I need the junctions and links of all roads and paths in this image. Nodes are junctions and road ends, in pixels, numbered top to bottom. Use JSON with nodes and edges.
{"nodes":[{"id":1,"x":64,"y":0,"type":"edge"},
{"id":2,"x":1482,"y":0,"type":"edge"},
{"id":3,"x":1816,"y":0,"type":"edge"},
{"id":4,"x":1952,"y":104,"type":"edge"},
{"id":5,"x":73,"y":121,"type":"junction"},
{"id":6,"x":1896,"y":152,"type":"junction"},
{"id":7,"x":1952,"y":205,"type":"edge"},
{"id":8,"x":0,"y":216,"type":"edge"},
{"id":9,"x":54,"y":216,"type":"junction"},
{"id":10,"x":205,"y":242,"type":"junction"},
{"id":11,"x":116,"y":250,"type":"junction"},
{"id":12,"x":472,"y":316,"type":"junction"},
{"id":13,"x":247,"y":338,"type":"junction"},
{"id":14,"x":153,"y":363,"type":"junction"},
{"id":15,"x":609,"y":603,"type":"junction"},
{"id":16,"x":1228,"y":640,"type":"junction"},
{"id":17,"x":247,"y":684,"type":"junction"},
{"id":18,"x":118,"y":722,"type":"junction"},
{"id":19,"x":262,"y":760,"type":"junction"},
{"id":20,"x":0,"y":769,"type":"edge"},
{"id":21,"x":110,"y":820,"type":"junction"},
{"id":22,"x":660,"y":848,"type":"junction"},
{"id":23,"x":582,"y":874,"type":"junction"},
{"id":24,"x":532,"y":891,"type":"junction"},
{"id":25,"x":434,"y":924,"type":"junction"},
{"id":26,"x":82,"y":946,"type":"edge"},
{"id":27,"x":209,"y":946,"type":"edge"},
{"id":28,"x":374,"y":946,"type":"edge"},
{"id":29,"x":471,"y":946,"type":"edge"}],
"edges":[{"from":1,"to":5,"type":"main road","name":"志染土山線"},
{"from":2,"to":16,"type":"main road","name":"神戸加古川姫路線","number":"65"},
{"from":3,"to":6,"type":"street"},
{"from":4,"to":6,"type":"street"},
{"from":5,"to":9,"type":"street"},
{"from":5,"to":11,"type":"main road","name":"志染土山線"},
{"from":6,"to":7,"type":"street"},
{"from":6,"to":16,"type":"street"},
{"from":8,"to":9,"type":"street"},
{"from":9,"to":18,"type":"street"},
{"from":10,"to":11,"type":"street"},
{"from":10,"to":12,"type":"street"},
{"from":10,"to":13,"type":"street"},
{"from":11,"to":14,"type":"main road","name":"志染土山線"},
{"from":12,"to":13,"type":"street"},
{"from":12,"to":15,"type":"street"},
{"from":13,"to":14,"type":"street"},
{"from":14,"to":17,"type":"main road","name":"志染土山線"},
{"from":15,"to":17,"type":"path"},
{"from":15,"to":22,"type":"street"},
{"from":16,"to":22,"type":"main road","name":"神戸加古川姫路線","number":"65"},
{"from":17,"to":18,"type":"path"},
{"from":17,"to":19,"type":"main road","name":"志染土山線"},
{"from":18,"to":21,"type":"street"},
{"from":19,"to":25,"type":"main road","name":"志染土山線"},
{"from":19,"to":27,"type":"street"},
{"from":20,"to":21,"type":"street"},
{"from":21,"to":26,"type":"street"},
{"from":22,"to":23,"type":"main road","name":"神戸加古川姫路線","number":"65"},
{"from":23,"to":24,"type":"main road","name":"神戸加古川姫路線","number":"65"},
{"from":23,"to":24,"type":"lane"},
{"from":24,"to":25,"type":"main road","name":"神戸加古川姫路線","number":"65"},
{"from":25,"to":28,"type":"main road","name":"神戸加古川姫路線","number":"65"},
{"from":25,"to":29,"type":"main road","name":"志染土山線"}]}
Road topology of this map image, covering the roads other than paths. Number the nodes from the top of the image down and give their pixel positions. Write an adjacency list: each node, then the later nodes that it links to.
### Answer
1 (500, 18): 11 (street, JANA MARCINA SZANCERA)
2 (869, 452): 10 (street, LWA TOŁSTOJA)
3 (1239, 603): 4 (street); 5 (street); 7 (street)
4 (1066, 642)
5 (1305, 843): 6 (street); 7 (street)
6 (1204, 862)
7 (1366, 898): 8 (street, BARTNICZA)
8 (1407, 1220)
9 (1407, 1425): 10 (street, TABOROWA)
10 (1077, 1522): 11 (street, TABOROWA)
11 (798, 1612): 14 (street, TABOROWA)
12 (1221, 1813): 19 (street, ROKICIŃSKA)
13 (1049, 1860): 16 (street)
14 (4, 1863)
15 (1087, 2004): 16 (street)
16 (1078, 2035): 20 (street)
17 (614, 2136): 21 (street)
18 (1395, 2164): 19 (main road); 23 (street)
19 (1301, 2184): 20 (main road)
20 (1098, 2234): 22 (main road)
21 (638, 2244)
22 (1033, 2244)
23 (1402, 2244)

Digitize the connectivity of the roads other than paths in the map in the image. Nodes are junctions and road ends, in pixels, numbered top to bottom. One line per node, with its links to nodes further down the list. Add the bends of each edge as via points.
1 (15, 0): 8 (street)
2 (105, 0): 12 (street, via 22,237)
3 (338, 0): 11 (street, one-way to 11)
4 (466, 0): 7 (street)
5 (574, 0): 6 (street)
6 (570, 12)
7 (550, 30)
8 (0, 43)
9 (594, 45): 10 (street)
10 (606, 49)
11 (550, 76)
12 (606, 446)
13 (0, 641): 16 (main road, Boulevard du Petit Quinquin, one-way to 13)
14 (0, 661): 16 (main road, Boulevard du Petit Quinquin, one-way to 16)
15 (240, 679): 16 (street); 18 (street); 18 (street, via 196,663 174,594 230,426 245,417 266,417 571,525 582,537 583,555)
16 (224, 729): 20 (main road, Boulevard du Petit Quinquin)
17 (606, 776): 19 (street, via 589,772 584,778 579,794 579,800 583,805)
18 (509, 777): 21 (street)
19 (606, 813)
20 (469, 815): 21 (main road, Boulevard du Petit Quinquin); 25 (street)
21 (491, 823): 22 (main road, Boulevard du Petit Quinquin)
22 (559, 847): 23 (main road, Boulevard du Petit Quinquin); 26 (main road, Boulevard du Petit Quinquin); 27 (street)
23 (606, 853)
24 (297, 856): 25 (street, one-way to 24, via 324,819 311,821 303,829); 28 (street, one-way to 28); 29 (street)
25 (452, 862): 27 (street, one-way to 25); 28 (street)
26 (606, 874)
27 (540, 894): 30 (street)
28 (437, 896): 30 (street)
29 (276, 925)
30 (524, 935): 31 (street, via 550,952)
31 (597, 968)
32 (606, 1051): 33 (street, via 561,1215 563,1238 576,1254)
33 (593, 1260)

Your task
Find the word "ends" in the entries above, then copy each line that holds it.

Exercise output
I need the junctions and links of all roads and paths in this image. Nodes are junctions and road ends, in pixels, numbered top to bottom. Use JSON with nodes and edges.
Digitize the connectivity of the roads other than paths in the map in the image. Nodes are junctions and road ends, in pixels, numbered top to bottom. One line per node, with its links to nodes further down the list. Add the bends of each edge as via points.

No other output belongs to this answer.